Potsdam - Kurz vor dem Gedenken an die Reichspogromnacht am Freitag gibt es Verärgerung über die Stadtwerke. Grund: Das Unternehmen hat einem Bündnis antifaschistischer Gruppen zunächst untersagt, Erinnerungsplakate zur Reichspogromnacht an den von Stadtwerken betriebenen Straßenlaternen aufzuhängen. Damit wollte das Bündnis, zu dem etwa der Verein Spartacus im Freiland oder das studentische Kulturzentrum gehören, aus seiner Sicht sogenannte Täter- und Opfer-Orte in Potsdam sichtbar machen, etwa ein geplündertes jüdisches Geschäft oder die frühere NSDAP-Zentrale in Potsdam. 

Eine Antifa-Gruppe warf den Stadtwerken "geschichtsvergessenes Verhalten" vor

Doch den Bündnis-Antrag, die Plakate aufhängen zu dürfen, lehnte das Unternehmen zunächst ab. So etwas sei an den Laternen der Stadt eben nicht gestattet, so die lapidare Begründung. Das Bündnis kritisierte prompt, die Stadtwerke würden mit zweierlei Maß messen – weil in jedem Wahlkampf auch Plakate an den Laternen hängen dürften. „Dieses geschichtsvergessene Verhalten finden wir skandalös“, teilte etwa eine Sprecherin der Emanzipatorischen Antifa Potsdam mit. Bei den Stadtwerken scheine es kein „Fünkchen historischen Sachverstands zu geben“. Man werde das Unternehmen und dessen Vorläufer im nächsten Jahr in den Fokus nehmen – als Ort von Tätern und als Profiteur der systematischen Ausbeutung von Menschen durch die Nationalsozialisten. 

Jakobs kündigte an, sich persönlich für die Plakate einzusetzen

Weiter unter Druck gerieten die Stadtwerke am Mittwoch, als die Fraktion Die Andere die Absage im Stadtparlament ansprach.
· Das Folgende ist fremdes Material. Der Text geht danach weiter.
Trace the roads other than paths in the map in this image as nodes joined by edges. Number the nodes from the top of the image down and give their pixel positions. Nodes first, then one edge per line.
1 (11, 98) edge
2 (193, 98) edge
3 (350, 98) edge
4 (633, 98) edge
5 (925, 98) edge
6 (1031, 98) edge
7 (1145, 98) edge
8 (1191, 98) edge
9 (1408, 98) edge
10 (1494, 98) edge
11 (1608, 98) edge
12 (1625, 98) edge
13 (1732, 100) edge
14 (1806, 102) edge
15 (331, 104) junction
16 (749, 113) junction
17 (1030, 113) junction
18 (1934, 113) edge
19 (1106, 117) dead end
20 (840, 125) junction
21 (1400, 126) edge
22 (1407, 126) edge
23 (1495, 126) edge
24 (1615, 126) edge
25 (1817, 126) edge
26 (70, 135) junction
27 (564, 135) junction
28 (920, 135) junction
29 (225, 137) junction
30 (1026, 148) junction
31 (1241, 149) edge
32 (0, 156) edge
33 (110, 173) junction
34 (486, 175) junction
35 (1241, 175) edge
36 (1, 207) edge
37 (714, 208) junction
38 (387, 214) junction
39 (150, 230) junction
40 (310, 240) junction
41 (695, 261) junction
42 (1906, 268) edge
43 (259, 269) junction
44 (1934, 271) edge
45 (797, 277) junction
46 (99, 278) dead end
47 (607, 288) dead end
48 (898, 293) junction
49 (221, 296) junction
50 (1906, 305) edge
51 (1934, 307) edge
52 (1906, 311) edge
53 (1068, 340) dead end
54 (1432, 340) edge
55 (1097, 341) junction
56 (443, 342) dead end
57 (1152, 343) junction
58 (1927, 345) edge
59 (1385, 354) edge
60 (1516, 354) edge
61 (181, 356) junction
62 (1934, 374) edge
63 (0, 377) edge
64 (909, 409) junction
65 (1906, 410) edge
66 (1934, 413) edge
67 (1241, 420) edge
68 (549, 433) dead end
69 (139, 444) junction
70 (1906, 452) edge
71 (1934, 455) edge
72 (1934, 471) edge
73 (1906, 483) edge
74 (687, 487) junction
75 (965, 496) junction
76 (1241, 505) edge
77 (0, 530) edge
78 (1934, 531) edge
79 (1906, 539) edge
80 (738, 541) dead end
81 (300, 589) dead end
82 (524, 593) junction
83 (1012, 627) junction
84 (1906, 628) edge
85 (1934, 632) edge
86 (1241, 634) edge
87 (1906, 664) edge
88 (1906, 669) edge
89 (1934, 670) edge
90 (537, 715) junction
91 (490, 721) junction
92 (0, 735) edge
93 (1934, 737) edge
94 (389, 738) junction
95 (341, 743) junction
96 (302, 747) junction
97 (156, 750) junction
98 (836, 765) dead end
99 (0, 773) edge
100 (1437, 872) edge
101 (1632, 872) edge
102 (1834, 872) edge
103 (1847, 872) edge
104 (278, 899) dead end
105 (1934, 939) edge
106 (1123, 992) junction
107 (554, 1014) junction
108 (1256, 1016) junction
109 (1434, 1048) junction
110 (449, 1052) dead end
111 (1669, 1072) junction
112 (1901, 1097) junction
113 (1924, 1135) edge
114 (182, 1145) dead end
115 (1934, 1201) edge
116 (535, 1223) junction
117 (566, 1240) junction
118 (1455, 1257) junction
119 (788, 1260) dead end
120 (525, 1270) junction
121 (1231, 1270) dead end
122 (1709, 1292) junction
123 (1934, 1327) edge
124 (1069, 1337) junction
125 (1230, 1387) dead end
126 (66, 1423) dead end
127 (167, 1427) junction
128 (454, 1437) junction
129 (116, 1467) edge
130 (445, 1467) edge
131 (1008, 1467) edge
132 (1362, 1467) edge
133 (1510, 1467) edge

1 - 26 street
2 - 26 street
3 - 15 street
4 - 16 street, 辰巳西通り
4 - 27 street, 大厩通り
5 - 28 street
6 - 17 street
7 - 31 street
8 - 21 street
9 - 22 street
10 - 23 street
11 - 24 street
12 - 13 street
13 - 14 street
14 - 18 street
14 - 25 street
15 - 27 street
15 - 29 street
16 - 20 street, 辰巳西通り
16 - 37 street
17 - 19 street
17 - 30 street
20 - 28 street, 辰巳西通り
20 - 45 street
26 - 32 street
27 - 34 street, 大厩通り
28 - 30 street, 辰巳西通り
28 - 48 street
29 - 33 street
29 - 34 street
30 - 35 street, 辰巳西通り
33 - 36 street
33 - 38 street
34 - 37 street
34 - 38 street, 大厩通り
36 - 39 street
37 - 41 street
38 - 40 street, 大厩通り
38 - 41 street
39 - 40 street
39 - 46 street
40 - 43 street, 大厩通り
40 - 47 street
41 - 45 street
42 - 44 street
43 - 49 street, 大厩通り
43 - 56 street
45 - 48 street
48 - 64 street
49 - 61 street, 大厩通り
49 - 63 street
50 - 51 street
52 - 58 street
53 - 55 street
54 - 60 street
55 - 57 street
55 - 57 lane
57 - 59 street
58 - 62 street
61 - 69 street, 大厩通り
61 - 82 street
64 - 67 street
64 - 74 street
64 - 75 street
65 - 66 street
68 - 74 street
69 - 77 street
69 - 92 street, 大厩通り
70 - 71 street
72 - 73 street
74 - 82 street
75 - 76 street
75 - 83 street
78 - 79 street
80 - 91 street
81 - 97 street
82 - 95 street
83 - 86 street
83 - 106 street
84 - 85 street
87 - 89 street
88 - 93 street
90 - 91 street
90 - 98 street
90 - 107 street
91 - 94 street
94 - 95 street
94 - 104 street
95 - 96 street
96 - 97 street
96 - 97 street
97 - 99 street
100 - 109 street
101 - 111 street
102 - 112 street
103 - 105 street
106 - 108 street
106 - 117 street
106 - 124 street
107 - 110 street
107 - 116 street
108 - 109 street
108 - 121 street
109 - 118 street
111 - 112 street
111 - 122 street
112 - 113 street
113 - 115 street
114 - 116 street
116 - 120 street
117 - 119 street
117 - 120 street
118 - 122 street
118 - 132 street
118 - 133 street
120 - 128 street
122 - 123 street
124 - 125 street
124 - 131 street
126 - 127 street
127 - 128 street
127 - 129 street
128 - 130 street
Oberbürgermeister Jann Jakobs (SPD) gab zwar zu bedenken, dass Laternen laut Stadtordnung nur mit Sondergenehmigung für Plakate vorgesehen seien, etwa in Wahlkampfzeiten. Er sagte aber auch: „Ich werde mich persönlich bei den Stadtwerken dafür verwenden, dass diese Plakataktion realisiert werden kann.“

Mehr als zwei Stunden später reagierten die Stadtwerke, erklärten ihre Absage erneut mit der Stadtordnung. Sie erklärten aber auch: „Wir machen, was die Stadtverwaltung möchte.“ Daher werde man sich dem Wunsch, die Plakate anbringen zu lassen, unter Berücksichtigung technischer Sicherheitsvorschriften – etwa „Größe und Gewicht von Plakaten“ – nicht verschließen. Alternativ könne man auch eine begrenzte Anzahl von mobilen Plakat-Ständern zur Verfügung zu stellen. Man stehe für „Erinnerungskultur, Toleranz und Offenheit in unserer Stadt“, betonten die Stadtwerke: „Wir sind uns bewusst, wie wichtig und wertvoll die Erinnerung an die dunkelsten Stunden der deutschen Geschichte ist.